Supported Operators let utilizes standard C-language operator precedence and supports the following operations (listed generally from highest to lowest precedence):
  • Post/Pre-increment and decrement: id++, id--, ++id, --id
  • Unary: - (minus), + (plus), ! (logical NOT), ~ (bitwise NOT)
  • Exponentiation: **
  • Multiplicative/Additive: *, /, %, +, -
  • Bitwise shifts: <<, >>
  • Relational: <=, >=, <, >, ==, !=
  • Bitwise operations: & (AND), ^ (XOR), | (OR)
  • Logical: && (AND), || (OR)
  • Ternary Conditional: ?:
  • Assignment: =, *=, /=, %=, +=, -=, <<=, >>=, &=, ^=, |=
  • Comma: , (evaluates multiple expressions sequentially and returns the value of the last)

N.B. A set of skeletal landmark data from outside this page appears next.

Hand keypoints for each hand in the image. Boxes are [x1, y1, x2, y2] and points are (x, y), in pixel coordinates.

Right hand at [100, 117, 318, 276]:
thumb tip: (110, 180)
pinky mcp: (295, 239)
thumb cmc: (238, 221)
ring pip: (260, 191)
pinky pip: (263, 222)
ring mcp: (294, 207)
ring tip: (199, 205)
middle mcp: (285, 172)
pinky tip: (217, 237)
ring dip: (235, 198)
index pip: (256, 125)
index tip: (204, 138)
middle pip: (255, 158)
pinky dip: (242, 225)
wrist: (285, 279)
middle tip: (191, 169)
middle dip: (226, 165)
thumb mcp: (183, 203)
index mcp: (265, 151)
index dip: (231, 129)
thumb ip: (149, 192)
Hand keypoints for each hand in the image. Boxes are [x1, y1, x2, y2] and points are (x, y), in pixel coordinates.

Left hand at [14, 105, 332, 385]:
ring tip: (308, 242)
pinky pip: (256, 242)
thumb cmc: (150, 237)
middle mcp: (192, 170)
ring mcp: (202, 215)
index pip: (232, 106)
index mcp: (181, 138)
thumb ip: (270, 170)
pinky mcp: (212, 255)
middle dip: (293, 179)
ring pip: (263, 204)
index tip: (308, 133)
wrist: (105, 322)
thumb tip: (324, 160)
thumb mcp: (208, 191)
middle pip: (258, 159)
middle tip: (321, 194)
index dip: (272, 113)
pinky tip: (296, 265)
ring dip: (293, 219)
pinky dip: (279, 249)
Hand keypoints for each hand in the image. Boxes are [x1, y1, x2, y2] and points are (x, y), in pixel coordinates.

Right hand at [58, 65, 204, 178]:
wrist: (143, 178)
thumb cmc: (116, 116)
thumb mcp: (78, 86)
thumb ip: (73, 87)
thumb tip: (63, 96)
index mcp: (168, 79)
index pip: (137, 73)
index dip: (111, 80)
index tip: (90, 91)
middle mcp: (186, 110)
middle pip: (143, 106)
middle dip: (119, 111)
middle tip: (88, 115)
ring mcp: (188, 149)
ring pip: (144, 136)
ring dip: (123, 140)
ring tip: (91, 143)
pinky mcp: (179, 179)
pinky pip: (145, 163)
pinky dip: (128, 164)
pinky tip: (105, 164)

Architectural Context In contemporary Bash parsing, the let command is the functional predecessor to the arithmetic compound command (( expression )). The (( ... )) syntax implicitly invokes the exact same evaluation logic as let, but natively permits unquoted whitespace by treating the double parentheses as a dedicated syntactic boundary.